Декабристы с их понятиями о чести безоружны перед такой моральной беззастенчивостью. Они не научились лгать, и простой апелляции к честному слову достаточно, чтобы заставить их говорить. Недаром царь срывается и вскипает, когда Якушкин начинает слишком уж надоедать ему своим «мерзким честным словом» – не хочет ли этот бунтовщик уколоть его своей безупречностью?
Декабристы шли с царем на открытый дворянский поединок. Они невольно выдавали себя и друг друга, потому что не умели скрывать правду, даже в благородных, «высших» целях. Николай же и его приближенные смеялись над этим рыцарством, уверенные, что в борьбе с крамолой все средства хороши. Даже Рылеев оказался в эти тяжкие дни обманутым.

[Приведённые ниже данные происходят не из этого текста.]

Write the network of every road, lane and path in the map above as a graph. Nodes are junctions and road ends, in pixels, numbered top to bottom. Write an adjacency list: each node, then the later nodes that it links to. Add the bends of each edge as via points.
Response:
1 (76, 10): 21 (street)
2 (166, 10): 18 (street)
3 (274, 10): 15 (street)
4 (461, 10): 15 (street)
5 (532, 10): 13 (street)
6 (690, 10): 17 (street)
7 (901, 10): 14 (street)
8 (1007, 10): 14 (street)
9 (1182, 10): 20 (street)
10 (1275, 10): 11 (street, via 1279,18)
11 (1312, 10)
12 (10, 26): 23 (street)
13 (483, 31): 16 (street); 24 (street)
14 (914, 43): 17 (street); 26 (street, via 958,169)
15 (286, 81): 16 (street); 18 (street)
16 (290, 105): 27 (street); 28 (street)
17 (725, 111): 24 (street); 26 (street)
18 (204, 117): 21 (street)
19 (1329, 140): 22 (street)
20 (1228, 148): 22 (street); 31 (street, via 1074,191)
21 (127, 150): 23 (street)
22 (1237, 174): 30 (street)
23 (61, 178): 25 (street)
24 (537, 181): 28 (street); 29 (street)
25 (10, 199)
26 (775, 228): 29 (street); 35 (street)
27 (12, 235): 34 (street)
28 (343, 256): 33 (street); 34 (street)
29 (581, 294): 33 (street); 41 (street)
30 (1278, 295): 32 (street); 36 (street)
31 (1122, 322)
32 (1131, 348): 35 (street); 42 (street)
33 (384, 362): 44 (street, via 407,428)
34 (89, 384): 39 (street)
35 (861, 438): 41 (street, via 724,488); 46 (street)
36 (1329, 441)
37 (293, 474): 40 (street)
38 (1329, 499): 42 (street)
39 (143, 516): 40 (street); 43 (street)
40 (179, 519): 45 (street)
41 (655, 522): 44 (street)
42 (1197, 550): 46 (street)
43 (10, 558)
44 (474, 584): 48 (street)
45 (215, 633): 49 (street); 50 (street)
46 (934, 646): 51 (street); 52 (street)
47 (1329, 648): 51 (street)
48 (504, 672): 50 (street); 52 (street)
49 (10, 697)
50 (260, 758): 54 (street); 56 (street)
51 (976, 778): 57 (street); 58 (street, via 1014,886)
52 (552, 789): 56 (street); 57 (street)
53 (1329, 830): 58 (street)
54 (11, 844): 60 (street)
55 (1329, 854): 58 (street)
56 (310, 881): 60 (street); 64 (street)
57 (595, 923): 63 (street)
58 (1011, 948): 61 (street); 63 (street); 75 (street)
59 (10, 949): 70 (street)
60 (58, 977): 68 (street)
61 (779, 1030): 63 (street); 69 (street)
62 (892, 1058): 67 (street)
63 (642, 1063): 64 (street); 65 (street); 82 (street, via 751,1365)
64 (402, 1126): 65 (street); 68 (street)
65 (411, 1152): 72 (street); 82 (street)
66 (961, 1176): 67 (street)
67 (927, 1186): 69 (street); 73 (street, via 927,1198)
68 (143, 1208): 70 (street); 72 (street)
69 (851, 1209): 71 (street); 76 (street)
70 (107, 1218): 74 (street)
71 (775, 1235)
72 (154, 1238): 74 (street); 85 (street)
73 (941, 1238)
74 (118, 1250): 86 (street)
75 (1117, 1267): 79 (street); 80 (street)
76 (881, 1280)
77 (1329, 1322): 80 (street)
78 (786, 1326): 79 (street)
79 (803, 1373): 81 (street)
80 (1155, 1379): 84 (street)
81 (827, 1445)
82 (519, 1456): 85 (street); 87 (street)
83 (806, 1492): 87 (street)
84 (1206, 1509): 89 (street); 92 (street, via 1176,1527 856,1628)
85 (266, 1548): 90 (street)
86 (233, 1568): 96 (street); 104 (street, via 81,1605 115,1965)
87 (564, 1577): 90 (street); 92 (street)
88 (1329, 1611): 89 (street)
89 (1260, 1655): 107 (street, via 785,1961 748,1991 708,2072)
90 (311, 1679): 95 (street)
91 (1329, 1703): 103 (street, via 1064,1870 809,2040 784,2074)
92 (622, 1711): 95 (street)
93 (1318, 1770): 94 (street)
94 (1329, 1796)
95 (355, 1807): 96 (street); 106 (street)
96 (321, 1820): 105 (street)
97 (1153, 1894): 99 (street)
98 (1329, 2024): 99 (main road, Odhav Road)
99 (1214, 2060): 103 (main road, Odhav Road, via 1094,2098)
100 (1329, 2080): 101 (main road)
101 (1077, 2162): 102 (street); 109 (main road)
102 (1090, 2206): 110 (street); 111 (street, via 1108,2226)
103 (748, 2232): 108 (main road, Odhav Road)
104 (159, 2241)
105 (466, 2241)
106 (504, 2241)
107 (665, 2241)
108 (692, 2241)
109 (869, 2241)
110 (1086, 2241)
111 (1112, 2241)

Один лишь Пестель не питает в отношении власти никаких иллюзий. Он видит перед собой врагов и не может чувствовать перед ними никаких моральных обязательств – он отпирается, обманывает, хитрит, издевается над своими следователями. Уж он не даст себя провести, и, сочувствуя его ловким ответам, мы видим здесь в нем, как в зародыше, тип особого рода революционера-политика. Он сам называет себя «охотником» и оправдывает своих товарищей тем, что люди всегда поначалу теряются, когда оказываются среди хищников.
Спектакль дает возможность объяснить и то, почему лично бесстрашные люди, такие, как Сергей Трубецкой, герой Бородина, четырнадцать часов стоявший под ядрами, проявляют в решающие минуты восстания постыдную слабость и склоняют голову перед Николаем Павловичем. Одно дело сражаться в общем воинском строю, в открытом поединке, ощущая за своей спиной поддержку всей армии, страны и государства, и совсем другое – выступить против этого государства в кучке заговорщиков. Тут другая природа страха, когда человек может показаться себе ничтожной, одинокой пылинкой. Царь еще во многом свой для них, его власть освящена церковью и обычаями отцов, так что потребна могучая сила духа, чтобы преодолеть это гипнотическое внушение традиции и авторитета.